• [EXERCISE BRIEF] Using the listing below, give the number of lines where "Curio" appears, and nothing else.

START DATASET EXTRACT

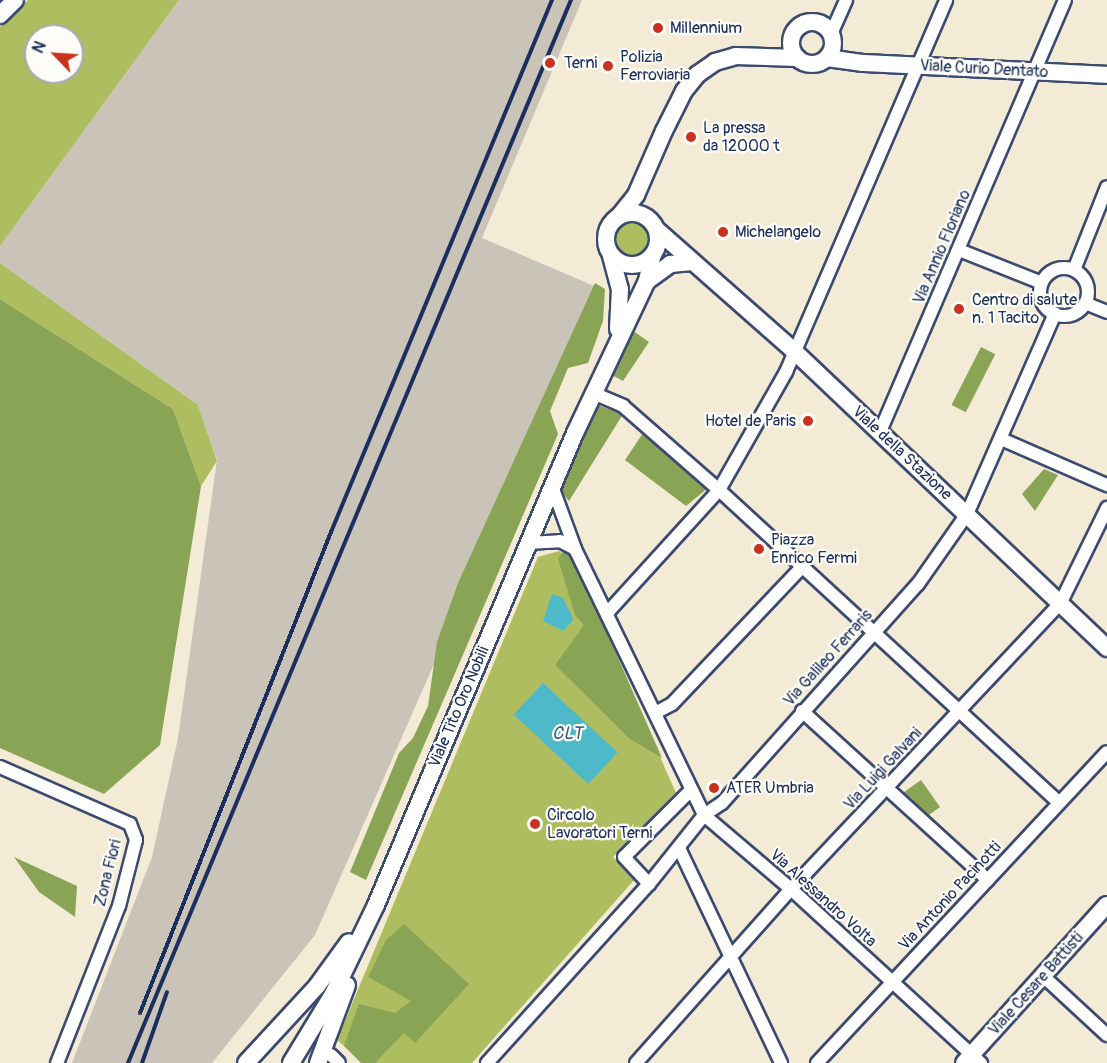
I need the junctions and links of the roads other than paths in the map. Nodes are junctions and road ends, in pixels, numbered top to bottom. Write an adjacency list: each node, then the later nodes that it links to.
1 (15, 0): 5 (street)
2 (846, 0): 7 (street)
3 (946, 0): 10 (street)
4 (1065, 0): 11 (street, Via Annio Floriano)
5 (0, 15)
6 (792, 36): 7 (street, Viale Curio Dentato); 8 (street, Viale Curio Dentato); 9 (street)
7 (830, 45): 9 (street, Viale Curio Dentato); 10 (street, Viale Curio Dentato)
8 (756, 58): 9 (street, Viale Curio Dentato); 13 (street, Viale Curio Dentato)
9 (797, 58)
10 (917, 66): 11 (street, Viale Curio Dentato); 28 (street)
11 (1033, 71): 12 (street, Viale Curio Dentato); 17 (street, Via Annio Floriano)
12 (1107, 75)
13 (650, 169): 15 (street); 16 (street)
14 (1107, 187): 21 (street)
15 (620, 215): 16 (street); 18 (street)
16 (654, 225): 19 (street); 20 (street, Viale della Stazione)
17 (959, 250): 23 (street); 30 (street, Via Annio Floriano)
18 (611, 256): 19 (street); 27 (street, Viale Tito Oro Nobili)
19 (652, 257): 22 (street, Viale Tito Oro Nobili)
20 (693, 262): 22 (street); 28 (street, Viale della Stazione)
21 (1074, 270): 23 (street); 24 (street)
22 (647, 281): 27 (street, Viale Tito Oro Nobili)
23 (1042, 283): 26 (street)
24 (1086, 303): 25 (street); 26 (street)
25 (1107, 312)
26 (1055, 314): 31 (street, Via Galileo Ferraris)
27 (615, 345): 29 (street, Viale Tito Oro Nobili)
28 (793, 350): 30 (street, Viale della Stazione); 34 (street)
29 (593, 393): 33 (street, Viale Tito Oro Nobili); 34 (street)
30 (879, 434): 36 (street, Viale della Stazione)
31 (1001, 440): 32 (street); 36 (street, Via Galileo Ferraris)
32 (1107, 485)
33 (552, 486): 37 (street, Viale Tito Oro Nobili); 38 (street, Via Alessandro Volta)
34 (719, 490): 39 (street); 41 (street)
35 (1107, 508): 40 (street, Via Luigi Galvani)
36 (967, 514): 40 (street, Viale della Stazione); 42 (street, Via Galileo Ferraris)
37 (527, 543): 38 (street); 57 (street, Viale Tito Oro Nobili)
38 (575, 549): 41 (street, Via Alessandro Volta)
39 (802, 567): 42 (street); 46 (street)
40 (1061, 602): 43 (street, Viale della Stazione); 44 (street, Via Luigi Galvani)
41 (608, 612): 46 (street, Via Alessandro Volta)
42 (874, 631): 44 (street); 45 (street, Via Galileo Ferraris)
43 (1107, 648)
44 (960, 709): 49 (street, Via Luigi Galvani); 51 (street)
45 (802, 711): 49 (street); 52 (street, Via Galileo Ferraris)
46 (655, 713): 50 (street, Via Alessandro Volta)
47 (1107, 752): 51 (street, Via Antonio Pacinotti)
48 (0, 767): 65 (street, Zona Fiori)
49 (888, 789): 54 (street); 56 (street, Via Luigi Galvani)
50 (690, 791): 52 (street, Via Alessandro Volta); 55 (street)
51 (1059, 803): 54 (street, Via Antonio Pacinotti)
52 (704, 815): 53 (street, Via Galileo Ferraris); 56 (street, Via Alessandro Volta)
53 (679, 848): 55 (street, Via Galileo Ferraris); 59 (street)
54 (988, 880): 61 (street, Via Antonio Pacinotti)
55 (649, 884): 68 (street, Via Galileo Ferraris)
56 (791, 889): 59 (street, Via Luigi Galvani); 61 (street, Via Alessandro Volta)
57 (376, 905): 63 (street); 66 (street); 67 (street, Viale Tito Oro Nobili)
58 (1107, 905): 60 (street, Viale Cesare Battisti)
59 (731, 959): 69 (street, Via Luigi Galvani); 70 (street)
60 (1043, 976): 62 (street); 64 (street, Viale Cesare Battisti)
61 (891, 983): 64 (street, Via Alessandro Volta); 71 (street, Via Antonio Pacinotti)
62 (1107, 1035)
63 (329, 1060)
64 (972, 1060)
65 (57, 1063)
66 (246, 1063)
67 (291, 1063)
68 (487, 1063)
69 (636, 1063)
70 (781, 1063)
71 (817, 1063)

END DATASET EXTRACT

• [EXERCISE RESULT] 5